If “The World of Sholom Aleichem” was executed by a writer of some distinction and a journeyman director – Don Richardson, who slid quickly from The Defenders to Lost in Space after a move to Hollywood – then “The Dybbuk” reverses that equation. Its source, a play by S. Ansky, was adapted by Joseph Liss, a minor writer who toiled amid the legendary talents who emerged from The Philco Television Playhouse and Studio One. But the director of “The Dybbuk” was Sidney Lumet, already (at thirty-six) an Academy Award-nominated feature director and soon to leave television behind for good. Looking nervous and struggling to remember (or read) his lines, Lumet appears at the beginning of “The Dybbuk” to explain his personal investment in the material: his father starred in a production of the play in 1927, which also happened to be the first play Lumet saw in the Yiddish theater. His presence on camera reminds us that the director was a bigger star than anyone in his cast save the ingenue, Carol Lawrence, who was then playing Maria on Broadway in West Side Story. (Don Richardson may have been just as personally invested in “The World of Sholom Aleichem,” but no one was going to give him a chance to tell that to the world.)
“The Dybbuk” captures Lumet’s television style at its apex, and the show is of interest primarily as a kind of auteurist snapshot. Regardless of his personal (and ethnic) connection to the material, Lumet was, in some ways, an odd match for “The Dybbuk.” Lumet was one of the cinema’s great rationalists, and despite its folkloric trappings “The Dybbuk” is essentially a ghost story, one that culminates with incidents of demonic possession and exorcism. It’s easy to imagine someone like John Frankenheimer (who had staged “The Turn of the Screw” on Sunday Showcase a year earlier) devising clever trick shots and turning the show into a look-what-we-can-do-on-videotape extravaganza.
Lumet, true to his nature, de-emphasizes the paranormal elements. There are no special effects in “The Dybbuk.” When the spirit of the doomed Channon (Michael Tolan) appears on screen, he simply rises from behind a mound of dirt or, in the moving final scene, stands in the gloom, a row of tall candles acting as the bars between him and the corporeal world. Lumet orchestrates the demonic possession simply by having Lawrence, playing the possessed, and the off-screen Tolan speak in unison. The effect of the male and female voices blending is disturbing, even when the actors slip out of synch with one another.

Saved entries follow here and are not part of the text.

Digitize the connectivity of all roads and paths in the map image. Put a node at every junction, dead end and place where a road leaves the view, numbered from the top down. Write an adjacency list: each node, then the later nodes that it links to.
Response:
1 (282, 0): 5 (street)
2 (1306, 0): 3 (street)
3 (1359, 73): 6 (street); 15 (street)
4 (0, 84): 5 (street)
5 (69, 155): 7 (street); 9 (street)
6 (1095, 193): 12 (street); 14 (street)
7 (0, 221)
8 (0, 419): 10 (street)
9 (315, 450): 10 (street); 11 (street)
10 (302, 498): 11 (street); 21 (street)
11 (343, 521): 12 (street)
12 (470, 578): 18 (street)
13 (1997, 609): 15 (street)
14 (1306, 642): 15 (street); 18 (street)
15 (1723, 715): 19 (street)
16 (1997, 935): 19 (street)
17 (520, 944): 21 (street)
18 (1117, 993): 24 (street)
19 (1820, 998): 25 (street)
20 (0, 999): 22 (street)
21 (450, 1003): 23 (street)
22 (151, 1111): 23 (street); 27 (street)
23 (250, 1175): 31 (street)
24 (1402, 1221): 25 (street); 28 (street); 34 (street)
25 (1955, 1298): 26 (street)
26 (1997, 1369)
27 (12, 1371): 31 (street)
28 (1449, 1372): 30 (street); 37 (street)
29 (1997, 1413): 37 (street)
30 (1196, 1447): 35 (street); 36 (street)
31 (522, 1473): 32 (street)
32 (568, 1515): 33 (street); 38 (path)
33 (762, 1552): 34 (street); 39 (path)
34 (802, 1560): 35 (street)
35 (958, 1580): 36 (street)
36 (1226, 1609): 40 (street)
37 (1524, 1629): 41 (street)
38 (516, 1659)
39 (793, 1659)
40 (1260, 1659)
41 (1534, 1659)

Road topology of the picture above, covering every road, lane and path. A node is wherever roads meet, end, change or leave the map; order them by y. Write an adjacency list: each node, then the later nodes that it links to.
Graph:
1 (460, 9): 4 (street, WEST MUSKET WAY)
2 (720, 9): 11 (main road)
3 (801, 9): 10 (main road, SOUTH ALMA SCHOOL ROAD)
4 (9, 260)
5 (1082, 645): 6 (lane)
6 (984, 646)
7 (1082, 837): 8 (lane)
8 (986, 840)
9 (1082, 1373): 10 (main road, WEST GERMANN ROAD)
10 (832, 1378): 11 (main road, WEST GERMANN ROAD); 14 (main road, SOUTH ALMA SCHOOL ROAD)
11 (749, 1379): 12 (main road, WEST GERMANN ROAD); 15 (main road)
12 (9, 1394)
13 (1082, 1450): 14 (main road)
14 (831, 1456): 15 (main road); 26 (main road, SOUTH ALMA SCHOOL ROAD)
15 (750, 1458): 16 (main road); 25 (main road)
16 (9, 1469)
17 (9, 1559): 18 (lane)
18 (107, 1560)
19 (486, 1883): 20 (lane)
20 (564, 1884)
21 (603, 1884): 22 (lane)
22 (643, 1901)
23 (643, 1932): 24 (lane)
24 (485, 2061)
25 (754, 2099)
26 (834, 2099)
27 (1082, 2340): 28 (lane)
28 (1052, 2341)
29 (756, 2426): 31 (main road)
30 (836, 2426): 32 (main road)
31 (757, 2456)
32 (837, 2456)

Despite its subject matter, “The Dybbuk” evinces a certain distaste for the supernatural. The wizened elder (Ludwig Donath) who narrates the play – initially unidentified as he addresses the audience directly, this character later turns out to be the community’s rabbi – refers to the Kabbalah as “a mountain of foolishness.” The Kabbalah is what gets Channon in trouble; Hoberman describes his sudden death as punishment for blasphemy, but I think the cause, in Lumet’s staging, remains more ambiguous. Lumet cuts away from Tolan, staring upward and addressing God, just before he falls. Channon’s mortal distress in this split second is so hard to discern that it comes as a surprise when his body is discovered some time later. Could Frankenheimer have resisted a lightning bolt here? It is as if Lumet cannot bear either the melodramatic or the metaphysical implications of a vengeful god.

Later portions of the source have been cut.